The record review method for identifying PMC failure relies exclusively on data from patients’ electronic dental records and radiographs. Only events documented in patients’ electronic dental records are included in the analysis; therefore, available information regarding events in the records may be insufficient for failure assessment. When conducting routine clinical examinations, perforation due to wear and loosening of PMCs due to cement loss may be overlooked, thus leading to underestimation of PMC failure.

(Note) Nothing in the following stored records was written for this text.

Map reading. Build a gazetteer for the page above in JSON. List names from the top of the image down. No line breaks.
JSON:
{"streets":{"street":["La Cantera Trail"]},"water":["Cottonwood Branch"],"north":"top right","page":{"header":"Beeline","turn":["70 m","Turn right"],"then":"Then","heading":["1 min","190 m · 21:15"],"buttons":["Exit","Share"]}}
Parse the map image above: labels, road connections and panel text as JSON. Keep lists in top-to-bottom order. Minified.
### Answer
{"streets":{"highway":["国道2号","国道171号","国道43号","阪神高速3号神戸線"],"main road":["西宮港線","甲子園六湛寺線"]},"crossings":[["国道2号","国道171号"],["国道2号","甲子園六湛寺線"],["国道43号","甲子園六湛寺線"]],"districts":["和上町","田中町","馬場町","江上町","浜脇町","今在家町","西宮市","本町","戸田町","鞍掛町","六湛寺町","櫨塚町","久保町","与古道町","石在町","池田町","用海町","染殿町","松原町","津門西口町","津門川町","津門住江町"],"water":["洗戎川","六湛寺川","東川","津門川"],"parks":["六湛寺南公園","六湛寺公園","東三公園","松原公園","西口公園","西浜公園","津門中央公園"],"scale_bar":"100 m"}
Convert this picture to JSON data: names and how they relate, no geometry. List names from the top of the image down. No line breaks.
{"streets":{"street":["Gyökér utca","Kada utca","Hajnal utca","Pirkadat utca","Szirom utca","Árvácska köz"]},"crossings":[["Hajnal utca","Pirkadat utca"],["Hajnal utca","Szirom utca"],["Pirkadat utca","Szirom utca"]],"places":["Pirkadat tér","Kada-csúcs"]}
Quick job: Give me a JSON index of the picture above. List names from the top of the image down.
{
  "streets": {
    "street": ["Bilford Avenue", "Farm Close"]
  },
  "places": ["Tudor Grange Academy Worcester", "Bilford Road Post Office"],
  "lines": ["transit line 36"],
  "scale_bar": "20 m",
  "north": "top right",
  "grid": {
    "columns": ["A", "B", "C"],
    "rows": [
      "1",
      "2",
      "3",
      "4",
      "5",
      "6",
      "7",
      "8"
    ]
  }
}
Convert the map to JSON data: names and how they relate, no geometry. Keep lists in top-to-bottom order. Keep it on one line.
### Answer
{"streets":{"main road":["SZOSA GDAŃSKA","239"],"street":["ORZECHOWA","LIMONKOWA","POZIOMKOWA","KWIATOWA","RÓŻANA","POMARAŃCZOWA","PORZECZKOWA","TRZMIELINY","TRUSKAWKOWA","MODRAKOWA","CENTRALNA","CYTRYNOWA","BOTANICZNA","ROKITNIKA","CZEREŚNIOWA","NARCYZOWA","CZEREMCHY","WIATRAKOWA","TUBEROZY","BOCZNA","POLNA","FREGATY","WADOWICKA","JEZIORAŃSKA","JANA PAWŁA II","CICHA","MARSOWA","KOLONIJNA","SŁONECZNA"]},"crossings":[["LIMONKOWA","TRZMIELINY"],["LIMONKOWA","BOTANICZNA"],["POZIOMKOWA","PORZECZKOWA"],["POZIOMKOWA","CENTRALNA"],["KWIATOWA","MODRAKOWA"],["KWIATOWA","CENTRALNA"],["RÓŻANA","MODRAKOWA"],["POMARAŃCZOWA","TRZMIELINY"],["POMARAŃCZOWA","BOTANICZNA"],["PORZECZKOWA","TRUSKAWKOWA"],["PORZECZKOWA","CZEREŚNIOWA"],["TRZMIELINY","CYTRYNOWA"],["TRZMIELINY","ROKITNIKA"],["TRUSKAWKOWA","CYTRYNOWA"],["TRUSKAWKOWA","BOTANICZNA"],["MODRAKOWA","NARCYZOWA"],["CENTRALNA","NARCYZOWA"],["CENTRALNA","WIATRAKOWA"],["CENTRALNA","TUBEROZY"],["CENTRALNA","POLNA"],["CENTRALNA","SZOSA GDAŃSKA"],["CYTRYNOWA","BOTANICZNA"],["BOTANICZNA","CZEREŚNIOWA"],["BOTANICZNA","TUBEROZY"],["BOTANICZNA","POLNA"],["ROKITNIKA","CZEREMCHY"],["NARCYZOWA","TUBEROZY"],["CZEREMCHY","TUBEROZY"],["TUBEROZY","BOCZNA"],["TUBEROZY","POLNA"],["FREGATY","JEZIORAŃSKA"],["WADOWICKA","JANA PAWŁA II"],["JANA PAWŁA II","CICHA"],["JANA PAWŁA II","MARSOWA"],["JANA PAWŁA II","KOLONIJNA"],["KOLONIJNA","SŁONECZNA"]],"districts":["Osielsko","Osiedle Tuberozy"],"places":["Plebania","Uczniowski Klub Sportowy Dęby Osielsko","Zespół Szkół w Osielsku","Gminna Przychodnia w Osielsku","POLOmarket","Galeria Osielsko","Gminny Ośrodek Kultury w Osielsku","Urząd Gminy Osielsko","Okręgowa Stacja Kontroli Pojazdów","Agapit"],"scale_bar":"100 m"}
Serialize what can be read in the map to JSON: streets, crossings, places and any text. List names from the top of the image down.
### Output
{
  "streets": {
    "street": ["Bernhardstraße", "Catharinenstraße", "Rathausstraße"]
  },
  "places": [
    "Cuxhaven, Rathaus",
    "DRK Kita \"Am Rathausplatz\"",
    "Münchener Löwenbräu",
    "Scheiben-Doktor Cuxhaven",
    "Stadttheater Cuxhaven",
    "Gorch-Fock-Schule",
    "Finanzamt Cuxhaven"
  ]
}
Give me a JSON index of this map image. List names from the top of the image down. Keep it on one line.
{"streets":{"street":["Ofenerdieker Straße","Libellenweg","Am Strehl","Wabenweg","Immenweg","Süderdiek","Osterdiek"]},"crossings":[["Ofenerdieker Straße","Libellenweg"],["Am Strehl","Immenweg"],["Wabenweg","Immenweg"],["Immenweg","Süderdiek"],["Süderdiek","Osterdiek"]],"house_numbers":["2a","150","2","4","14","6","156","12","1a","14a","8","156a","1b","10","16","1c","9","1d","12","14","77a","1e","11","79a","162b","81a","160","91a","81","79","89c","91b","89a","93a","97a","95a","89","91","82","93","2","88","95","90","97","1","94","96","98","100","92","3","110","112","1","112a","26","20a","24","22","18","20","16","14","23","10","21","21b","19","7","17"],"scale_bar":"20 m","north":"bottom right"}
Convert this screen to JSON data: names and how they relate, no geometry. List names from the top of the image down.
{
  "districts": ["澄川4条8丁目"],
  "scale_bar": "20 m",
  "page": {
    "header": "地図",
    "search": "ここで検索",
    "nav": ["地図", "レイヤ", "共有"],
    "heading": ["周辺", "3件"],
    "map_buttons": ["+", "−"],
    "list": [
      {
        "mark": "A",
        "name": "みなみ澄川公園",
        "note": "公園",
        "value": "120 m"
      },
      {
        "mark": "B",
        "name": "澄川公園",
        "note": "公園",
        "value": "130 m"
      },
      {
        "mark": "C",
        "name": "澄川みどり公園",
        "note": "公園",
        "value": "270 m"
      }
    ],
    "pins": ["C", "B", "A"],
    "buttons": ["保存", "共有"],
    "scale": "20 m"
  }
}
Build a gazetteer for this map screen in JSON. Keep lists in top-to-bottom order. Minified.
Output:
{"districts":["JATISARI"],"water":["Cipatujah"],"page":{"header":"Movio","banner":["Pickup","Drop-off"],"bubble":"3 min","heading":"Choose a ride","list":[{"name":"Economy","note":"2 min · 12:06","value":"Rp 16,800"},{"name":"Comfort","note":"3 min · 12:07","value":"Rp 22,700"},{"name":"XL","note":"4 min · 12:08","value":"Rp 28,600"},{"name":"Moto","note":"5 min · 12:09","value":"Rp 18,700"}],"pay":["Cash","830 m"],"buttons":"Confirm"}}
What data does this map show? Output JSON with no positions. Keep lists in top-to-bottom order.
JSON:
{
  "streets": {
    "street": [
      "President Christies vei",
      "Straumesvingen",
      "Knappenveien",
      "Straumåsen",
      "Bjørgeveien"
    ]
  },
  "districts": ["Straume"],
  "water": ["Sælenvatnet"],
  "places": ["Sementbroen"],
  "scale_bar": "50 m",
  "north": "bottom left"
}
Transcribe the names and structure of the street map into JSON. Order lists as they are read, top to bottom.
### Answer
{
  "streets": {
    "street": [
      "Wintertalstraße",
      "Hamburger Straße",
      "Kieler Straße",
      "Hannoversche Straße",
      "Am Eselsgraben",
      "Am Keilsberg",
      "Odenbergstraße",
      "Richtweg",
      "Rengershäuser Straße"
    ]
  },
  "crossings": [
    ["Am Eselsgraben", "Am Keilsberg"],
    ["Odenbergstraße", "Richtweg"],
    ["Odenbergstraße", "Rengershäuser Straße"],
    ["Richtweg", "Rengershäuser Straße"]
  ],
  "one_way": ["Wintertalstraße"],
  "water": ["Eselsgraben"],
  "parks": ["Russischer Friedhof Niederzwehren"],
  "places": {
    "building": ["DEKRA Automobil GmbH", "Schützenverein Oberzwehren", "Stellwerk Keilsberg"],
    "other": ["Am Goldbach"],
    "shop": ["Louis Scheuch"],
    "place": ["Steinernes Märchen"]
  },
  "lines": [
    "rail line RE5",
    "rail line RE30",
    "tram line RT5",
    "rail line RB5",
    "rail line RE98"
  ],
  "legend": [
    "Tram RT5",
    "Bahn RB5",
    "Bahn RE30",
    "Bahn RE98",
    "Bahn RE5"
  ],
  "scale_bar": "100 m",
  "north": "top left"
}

The retrospective nature of this study made it impossible to identify a true causative relationship between preoperative parameters and survival rate. Therefore, the effects of preoperative parameters should be further evaluated in future prospective randomized controlled trials.
Nonetheless, this study is significant in that it evaluated sequelae of PMCs over a long-term follow-up period and determined factors influencing the outcome of PMCs in permanent first molars. The results imply that PMCs can be used in permanent first molars as interim restorations until a permanent restoration can be placed. Interim PMCs do not replace the need for permanent restorations in the future, but the interval allows for the practitioner to determine the optimal timing for replacement. This study identified the factors that influence the success rate of PMCs and may be helpful in establishing treatment guidelines for extensively damaged permanent first molars.